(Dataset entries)
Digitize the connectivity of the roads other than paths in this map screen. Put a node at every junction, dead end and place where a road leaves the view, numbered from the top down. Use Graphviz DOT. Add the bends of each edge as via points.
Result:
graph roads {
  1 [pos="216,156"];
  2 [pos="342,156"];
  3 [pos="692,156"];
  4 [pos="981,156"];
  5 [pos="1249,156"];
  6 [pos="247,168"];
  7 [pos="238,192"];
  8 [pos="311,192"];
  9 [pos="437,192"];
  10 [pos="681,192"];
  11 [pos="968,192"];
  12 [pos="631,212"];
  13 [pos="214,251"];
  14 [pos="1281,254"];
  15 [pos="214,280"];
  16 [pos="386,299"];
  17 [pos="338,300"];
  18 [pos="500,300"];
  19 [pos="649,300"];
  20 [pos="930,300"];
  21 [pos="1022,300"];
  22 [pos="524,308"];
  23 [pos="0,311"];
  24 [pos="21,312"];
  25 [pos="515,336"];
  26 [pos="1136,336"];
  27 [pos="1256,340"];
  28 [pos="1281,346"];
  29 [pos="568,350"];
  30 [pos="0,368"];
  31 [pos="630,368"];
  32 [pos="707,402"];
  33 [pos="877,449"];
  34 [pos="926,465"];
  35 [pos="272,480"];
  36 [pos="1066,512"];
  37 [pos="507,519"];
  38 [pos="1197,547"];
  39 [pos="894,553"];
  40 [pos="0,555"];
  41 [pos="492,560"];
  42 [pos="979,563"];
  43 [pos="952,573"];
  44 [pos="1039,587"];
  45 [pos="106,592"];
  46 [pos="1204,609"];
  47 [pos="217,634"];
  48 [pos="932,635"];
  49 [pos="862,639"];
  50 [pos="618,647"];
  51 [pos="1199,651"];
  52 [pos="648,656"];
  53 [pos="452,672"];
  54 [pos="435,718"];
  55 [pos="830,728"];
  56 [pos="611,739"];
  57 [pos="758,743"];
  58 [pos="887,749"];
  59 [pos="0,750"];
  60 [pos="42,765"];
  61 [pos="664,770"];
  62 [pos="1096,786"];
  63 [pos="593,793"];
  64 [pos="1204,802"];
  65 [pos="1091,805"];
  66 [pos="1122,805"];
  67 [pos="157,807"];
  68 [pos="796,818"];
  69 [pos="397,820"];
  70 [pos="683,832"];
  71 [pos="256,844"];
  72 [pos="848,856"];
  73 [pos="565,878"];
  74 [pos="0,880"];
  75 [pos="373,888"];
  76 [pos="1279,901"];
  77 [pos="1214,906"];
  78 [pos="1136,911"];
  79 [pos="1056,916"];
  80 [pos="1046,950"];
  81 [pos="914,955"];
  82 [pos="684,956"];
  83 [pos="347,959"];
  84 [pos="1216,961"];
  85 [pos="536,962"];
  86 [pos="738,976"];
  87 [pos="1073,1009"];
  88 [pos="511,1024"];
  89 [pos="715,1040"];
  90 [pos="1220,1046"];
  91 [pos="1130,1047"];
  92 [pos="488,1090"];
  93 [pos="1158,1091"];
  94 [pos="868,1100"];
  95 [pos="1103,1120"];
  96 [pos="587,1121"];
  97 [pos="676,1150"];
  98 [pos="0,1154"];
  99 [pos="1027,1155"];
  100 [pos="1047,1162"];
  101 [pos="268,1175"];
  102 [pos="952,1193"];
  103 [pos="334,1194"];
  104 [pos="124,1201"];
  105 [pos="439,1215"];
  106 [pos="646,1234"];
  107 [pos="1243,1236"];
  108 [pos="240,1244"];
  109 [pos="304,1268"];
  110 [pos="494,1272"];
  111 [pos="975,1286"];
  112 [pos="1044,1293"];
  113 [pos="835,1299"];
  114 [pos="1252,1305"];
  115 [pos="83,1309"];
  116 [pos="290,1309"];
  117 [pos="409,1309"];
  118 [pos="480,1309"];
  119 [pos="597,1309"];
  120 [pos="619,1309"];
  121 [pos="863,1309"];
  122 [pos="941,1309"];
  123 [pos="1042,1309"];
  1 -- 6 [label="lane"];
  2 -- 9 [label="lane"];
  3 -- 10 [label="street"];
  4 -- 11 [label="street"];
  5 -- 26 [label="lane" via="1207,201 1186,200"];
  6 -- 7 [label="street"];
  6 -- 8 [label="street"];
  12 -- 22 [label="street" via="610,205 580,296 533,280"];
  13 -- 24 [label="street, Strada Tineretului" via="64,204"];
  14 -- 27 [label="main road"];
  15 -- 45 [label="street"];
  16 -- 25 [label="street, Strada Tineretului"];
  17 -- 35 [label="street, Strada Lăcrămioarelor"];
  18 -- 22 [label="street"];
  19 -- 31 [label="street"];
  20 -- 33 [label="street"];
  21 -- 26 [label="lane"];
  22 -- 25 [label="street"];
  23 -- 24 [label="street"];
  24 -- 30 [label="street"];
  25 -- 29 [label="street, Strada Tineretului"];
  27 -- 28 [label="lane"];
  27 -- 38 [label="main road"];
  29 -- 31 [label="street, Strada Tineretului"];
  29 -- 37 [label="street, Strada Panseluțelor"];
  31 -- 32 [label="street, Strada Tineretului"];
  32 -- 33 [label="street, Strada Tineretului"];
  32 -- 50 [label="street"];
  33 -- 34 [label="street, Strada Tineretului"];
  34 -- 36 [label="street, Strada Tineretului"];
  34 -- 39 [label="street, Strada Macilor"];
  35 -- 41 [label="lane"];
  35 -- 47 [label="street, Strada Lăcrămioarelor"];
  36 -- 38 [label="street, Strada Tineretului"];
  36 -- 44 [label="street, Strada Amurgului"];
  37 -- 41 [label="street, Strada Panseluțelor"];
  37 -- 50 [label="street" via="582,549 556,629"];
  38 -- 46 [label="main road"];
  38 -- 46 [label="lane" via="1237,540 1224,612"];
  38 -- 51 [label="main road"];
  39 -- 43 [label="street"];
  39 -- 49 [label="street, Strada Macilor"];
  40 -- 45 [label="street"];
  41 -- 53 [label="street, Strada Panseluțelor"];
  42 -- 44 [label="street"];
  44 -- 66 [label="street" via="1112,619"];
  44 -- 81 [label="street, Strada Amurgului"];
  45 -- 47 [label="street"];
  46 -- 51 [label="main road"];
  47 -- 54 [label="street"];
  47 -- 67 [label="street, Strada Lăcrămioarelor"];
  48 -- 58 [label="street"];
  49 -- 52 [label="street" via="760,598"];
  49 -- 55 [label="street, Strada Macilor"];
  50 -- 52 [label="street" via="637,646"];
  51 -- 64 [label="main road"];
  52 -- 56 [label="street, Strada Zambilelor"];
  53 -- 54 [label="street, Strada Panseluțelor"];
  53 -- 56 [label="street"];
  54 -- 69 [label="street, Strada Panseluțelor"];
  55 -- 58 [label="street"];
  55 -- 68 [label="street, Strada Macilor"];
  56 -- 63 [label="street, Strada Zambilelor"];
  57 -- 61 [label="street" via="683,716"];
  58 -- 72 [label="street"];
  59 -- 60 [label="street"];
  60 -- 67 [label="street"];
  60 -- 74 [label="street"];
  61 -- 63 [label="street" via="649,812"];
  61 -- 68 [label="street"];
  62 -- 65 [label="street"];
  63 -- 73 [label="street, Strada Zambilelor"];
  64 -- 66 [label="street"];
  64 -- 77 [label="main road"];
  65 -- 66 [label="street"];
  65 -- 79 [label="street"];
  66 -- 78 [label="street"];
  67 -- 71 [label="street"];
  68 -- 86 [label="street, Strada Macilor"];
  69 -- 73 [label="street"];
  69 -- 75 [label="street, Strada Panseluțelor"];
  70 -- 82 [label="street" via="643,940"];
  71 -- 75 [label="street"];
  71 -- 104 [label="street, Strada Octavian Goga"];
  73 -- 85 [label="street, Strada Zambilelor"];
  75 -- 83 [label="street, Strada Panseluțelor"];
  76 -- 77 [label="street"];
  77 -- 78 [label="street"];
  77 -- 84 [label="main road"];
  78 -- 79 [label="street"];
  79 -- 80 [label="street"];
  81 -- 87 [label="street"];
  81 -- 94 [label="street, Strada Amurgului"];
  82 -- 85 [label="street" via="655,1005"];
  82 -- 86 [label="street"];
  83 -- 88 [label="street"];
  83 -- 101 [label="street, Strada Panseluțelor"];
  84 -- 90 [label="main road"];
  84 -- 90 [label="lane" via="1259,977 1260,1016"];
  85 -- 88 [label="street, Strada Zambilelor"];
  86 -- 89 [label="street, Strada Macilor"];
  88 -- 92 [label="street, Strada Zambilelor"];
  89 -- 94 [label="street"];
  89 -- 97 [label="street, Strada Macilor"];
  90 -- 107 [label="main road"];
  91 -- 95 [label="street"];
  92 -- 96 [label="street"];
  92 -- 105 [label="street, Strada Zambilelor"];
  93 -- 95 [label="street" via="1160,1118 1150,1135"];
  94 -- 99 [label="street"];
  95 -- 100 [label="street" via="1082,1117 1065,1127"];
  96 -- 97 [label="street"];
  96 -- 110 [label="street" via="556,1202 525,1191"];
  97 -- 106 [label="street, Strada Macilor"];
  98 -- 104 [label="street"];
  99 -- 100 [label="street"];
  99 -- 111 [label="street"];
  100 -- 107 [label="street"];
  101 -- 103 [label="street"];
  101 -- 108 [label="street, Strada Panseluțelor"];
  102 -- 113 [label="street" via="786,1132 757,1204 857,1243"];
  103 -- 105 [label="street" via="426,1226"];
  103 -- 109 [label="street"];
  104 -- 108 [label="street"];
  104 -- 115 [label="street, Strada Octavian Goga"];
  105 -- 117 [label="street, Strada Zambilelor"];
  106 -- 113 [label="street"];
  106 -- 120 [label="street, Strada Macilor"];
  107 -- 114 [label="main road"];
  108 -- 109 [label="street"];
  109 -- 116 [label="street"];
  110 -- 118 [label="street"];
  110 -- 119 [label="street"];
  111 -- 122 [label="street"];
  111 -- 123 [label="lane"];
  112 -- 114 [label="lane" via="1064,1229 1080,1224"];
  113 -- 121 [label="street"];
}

Problem to solve
For every line in the data above that holds "Octavian", return the line itself.

Answer to this exercise
  71 -- 104 [label="street, Strada Octavian Goga"];
  104 -- 115 [label="street, Strada Octavian Goga"];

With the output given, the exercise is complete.